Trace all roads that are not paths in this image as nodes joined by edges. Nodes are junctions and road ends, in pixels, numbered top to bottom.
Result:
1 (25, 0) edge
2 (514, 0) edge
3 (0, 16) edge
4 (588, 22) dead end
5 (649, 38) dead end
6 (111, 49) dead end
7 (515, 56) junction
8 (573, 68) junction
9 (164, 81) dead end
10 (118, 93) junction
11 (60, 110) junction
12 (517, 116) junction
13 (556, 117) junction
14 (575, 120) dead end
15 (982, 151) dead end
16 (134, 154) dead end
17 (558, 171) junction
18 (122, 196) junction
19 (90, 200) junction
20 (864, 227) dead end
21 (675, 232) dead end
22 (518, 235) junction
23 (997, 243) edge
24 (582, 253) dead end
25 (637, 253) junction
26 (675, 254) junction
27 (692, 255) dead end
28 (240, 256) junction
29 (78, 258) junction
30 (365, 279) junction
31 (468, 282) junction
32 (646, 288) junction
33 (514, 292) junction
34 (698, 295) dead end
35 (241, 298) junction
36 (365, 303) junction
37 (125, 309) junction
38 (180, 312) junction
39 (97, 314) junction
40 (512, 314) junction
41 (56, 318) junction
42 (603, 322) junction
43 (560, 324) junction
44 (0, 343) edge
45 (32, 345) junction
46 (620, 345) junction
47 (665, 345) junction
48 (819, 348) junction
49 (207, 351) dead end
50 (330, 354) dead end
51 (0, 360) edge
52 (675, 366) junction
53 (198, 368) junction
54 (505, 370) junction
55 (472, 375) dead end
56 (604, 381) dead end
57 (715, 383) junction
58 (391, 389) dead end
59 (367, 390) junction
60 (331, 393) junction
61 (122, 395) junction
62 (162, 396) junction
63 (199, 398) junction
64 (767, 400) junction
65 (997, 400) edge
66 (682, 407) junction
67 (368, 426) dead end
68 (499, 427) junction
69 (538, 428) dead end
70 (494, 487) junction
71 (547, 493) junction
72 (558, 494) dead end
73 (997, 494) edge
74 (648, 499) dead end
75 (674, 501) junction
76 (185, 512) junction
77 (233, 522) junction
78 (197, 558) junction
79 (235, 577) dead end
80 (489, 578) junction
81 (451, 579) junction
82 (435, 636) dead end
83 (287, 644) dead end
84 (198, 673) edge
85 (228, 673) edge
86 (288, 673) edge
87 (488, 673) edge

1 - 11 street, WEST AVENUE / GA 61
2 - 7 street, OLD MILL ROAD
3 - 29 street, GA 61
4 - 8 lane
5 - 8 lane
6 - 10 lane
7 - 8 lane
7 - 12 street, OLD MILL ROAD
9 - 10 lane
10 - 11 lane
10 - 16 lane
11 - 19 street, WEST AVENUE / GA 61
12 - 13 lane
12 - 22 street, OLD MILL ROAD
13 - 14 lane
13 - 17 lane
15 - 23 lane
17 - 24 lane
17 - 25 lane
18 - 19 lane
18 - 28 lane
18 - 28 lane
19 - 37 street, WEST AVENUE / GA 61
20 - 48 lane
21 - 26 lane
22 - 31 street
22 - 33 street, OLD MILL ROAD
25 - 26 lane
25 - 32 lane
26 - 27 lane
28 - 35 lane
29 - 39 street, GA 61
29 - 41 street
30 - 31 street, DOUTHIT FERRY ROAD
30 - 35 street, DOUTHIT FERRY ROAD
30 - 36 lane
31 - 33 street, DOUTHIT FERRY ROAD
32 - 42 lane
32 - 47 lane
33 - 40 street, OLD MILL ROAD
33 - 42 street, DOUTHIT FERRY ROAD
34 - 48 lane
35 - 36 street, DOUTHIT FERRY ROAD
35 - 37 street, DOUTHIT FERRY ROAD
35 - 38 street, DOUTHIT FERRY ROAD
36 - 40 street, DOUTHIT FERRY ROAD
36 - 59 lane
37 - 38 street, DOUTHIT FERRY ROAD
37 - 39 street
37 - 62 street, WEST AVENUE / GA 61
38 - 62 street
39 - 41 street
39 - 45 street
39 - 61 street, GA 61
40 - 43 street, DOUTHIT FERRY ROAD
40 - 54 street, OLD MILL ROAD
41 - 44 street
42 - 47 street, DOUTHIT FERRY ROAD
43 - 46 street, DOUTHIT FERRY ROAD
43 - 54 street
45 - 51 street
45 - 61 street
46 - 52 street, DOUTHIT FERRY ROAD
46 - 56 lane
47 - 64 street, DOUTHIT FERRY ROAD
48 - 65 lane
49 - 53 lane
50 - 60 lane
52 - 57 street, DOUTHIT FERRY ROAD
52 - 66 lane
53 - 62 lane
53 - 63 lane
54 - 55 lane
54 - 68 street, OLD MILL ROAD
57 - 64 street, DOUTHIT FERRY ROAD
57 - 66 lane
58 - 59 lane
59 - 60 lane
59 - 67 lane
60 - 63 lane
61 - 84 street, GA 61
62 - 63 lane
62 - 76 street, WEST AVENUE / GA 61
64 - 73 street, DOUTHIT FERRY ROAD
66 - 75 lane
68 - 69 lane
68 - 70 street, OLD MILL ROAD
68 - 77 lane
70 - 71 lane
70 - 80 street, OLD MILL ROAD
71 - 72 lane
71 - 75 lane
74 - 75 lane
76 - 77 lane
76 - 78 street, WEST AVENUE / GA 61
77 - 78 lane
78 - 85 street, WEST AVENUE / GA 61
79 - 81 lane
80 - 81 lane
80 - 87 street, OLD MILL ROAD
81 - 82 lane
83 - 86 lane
########################################
-- Instructions to follow --
Give every line of the listing again. Keep each one exact.

-- Completed task --
Trace all roads that are not paths in this image as nodes joined by edges. Nodes are junctions and road ends, in pixels, numbered top to bottom.
Result:
1 (25, 0) edge
2 (514, 0) edge
3 (0, 16) edge
4 (588, 22) dead end
5 (649, 38) dead end
6 (111, 49) dead end
7 (515, 56) junction
8 (573, 68) junction
9 (164, 81) dead end
10 (118, 93) junction
11 (60, 110) junction
12 (517, 116) junction
13 (556, 117) junction
14 (575, 120) dead end
15 (982, 151) dead end
16 (134, 154) dead end
17 (558, 171) junction
18 (122, 196) junction
19 (90, 200) junction
20 (864, 227) dead end
21 (675, 232) dead end
22 (518, 235) junction
23 (997, 243) edge
24 (582, 253) dead end
25 (637, 253) junction
26 (675, 254) junction
27 (692, 255) dead end
28 (240, 256) junction
29 (78, 258) junction
30 (365, 279) junction
31 (468, 282) junction
32 (646, 288) junction
33 (514, 292) junction
34 (698, 295) dead end
35 (241, 298) junction
36 (365, 303) junction
37 (125, 309) junction
38 (180, 312) junction
39 (97, 314) junction
40 (512, 314) junction
41 (56, 318) junction
42 (603, 322) junction
43 (560, 324) junction
44 (0, 343) edge
45 (32, 345) junction
46 (620, 345) junction
47 (665, 345) junction
48 (819, 348) junction
49 (207, 351) dead end
50 (330, 354) dead end
51 (0, 360) edge
52 (675, 366) junction
53 (198, 368) junction
54 (505, 370) junction
55 (472, 375) dead end
56 (604, 381) dead end
57 (715, 383) junction
58 (391, 389) dead end
59 (367, 390) junction
60 (331, 393) junction
61 (122, 395) junction
62 (162, 396) junction
63 (199, 398) junction
64 (767, 400) junction
65 (997, 400) edge
66 (682, 407) junction
67 (368, 426) dead end
68 (499, 427) junction
69 (538, 428) dead end
70 (494, 487) junction
71 (547, 493) junction
72 (558, 494) dead end
73 (997, 494) edge
74 (648, 499) dead end
75 (674, 501) junction
76 (185, 512) junction
77 (233, 522) junction
78 (197, 558) junction
79 (235, 577) dead end
80 (489, 578) junction
81 (451, 579) junction
82 (435, 636) dead end
83 (287, 644) dead end
84 (198, 673) edge
85 (228, 673) edge
86 (288, 673) edge
87 (488, 673) edge

1 - 11 street, WEST AVENUE / GA 61
2 - 7 street, OLD MILL ROAD
3 - 29 street, GA 61
4 - 8 lane
5 - 8 lane
6 - 10 lane
7 - 8 lane
7 - 12 street, OLD MILL ROAD
9 - 10 lane
10 - 11 lane
10 - 16 lane
11 - 19 street, WEST AVENUE / GA 61
12 - 13 lane
12 - 22 street, OLD MILL ROAD
13 - 14 lane
13 - 17 lane
15 - 23 lane
17 - 24 lane
17 - 25 lane
18 - 19 lane
18 - 28 lane
18 - 28 lane
19 - 37 street, WEST AVENUE / GA 61
20 - 48 lane
21 - 26 lane
22 - 31 street
22 - 33 street, OLD MILL ROAD
25 - 26 lane
25 - 32 lane
26 - 27 lane
28 - 35 lane
29 - 39 street, GA 61
29 - 41 street
30 - 31 street, DOUTHIT FERRY ROAD
30 - 35 street, DOUTHIT FERRY ROAD
30 - 36 lane
31 - 33 street, DOUTHIT FERRY ROAD
32 - 42 lane
32 - 47 lane
33 - 40 street, OLD MILL ROAD
33 - 42 street, DOUTHIT FERRY ROAD
34 - 48 lane
35 - 36 street, DOUTHIT FERRY ROAD
35 - 37 street, DOUTHIT FERRY ROAD
35 - 38 street, DOUTHIT FERRY ROAD
36 - 40 street, DOUTHIT FERRY ROAD
36 - 59 lane
37 - 38 street, DOUTHIT FERRY ROAD
37 - 39 street
37 - 62 street, WEST AVENUE / GA 61
38 - 62 street
39 - 41 street
39 - 45 street
39 - 61 street, GA 61
40 - 43 street, DOUTHIT FERRY ROAD
40 - 54 street, OLD MILL ROAD
41 - 44 street
42 - 47 street, DOUTHIT FERRY ROAD
43 - 46 street, DOUTHIT FERRY ROAD
43 - 54 street
45 - 51 street
45 - 61 street
46 - 52 street, DOUTHIT FERRY ROAD
46 - 56 lane
47 - 64 street, DOUTHIT FERRY ROAD
48 - 65 lane
49 - 53 lane
50 - 60 lane
52 - 57 street, DOUTHIT FERRY ROAD
52 - 66 lane
53 - 62 lane
53 - 63 lane
54 - 55 lane
54 - 68 street, OLD MILL ROAD
57 - 64 street, DOUTHIT FERRY ROAD
57 - 66 lane
58 - 59 lane
59 - 60 lane
59 - 67 lane
60 - 63 lane
61 - 84 street, GA 61
62 - 63 lane
62 - 76 street, WEST AVENUE / GA 61
64 - 73 street, DOUTHIT FERRY ROAD
66 - 75 lane
68 - 69 lane
68 - 70 street, OLD MILL ROAD
68 - 77 lane
70 - 71 lane
70 - 80 street, OLD MILL ROAD
71 - 72 lane
71 - 75 lane
74 - 75 lane
76 - 77 lane
76 - 78 street, WEST AVENUE / GA 61
77 - 78 lane
78 - 85 street, WEST AVENUE / GA 61
79 - 81 lane
80 - 81 lane
80 - 87 street, OLD MILL ROAD
81 - 82 lane
83 - 86 lane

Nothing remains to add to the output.